Police had picked up Ledwon, 55, in late April from a local shelter in Alamosa, Colorado, where he was hallucinating and speaking garbled Spanish. Likely triggered by a change in medication, Ledwon’s psychotic episode was compounded by crippling anxiety. Police dropped him off in the emergency room—common destination for mental-health patients, but one that may cause as much harm as good.

According to the Centers for Disease Control and Prevention, mental disorders like Ledwon’s caused 5.3 million visits to emergency departments nationwide in 2011, 4 percent of all trips. All too often, however, ERs are ill-equipped to handle patients whose illnesses are mental or emotional rather than physical. Not only are ER visits expensive—one industry analysis pegged the median cost at $1,200—they take time and beds from patients who require physical care. The chaotic ER environment, too, is hardly conducive to mental health. During every hospital visit, Ledwon said, the needles, harsh lights, and restraining straps made him feel even more anxious than when he walked in.

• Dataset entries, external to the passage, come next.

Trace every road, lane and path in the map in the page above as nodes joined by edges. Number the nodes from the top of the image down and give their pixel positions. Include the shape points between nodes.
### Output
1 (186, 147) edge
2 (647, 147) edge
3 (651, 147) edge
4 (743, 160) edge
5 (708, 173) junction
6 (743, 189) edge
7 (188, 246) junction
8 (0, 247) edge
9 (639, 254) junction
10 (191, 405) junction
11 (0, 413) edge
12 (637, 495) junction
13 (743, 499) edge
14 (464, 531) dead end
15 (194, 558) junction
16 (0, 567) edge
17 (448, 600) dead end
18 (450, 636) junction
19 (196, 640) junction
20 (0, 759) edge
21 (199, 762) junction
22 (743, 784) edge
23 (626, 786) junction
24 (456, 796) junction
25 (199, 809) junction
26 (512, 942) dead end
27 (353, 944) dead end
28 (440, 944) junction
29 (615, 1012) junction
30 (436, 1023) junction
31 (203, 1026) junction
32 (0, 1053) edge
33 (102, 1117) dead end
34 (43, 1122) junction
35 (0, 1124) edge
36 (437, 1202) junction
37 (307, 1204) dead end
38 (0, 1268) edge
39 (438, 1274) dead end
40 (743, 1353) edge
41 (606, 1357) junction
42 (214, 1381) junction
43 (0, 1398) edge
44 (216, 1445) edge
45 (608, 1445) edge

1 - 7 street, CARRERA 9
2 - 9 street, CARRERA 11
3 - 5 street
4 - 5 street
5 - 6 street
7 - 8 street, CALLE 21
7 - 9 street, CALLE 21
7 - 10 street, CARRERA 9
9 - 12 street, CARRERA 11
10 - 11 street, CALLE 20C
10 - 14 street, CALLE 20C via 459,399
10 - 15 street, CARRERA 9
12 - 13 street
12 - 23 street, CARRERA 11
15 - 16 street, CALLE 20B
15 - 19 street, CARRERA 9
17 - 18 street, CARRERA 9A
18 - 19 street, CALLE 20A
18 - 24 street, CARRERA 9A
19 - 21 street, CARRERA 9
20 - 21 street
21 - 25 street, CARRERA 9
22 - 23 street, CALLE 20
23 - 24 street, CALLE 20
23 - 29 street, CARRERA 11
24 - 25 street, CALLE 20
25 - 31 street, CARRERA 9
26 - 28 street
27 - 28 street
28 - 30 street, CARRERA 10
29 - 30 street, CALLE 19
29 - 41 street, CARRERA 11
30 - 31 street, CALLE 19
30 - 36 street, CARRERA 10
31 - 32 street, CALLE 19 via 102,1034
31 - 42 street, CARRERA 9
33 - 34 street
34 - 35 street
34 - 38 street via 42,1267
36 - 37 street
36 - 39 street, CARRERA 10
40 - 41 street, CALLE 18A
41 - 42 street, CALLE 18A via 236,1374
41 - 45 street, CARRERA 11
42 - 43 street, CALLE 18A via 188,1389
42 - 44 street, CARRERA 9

Despite the many drawbacks to ER visits, law enforcement often has nowhere else to house people who are clearly experiencing mental-health crises but are not a danger to themselves or others. The emergency room, said Alamosa County Sheriff Robert Jackson, is “our catch-all.” Police here have few other options. The county jail is overcrowded, and just two officers in Alamosa have been trained in crisis intervention, which teaches officers to de-escalate situations involving people in mental-health crisis. Alamosa, a town of 10,000 people that serves as a hub for those seeking social services throughout Colorado’s isolated San Luis Valley, has just nine beds in its ER.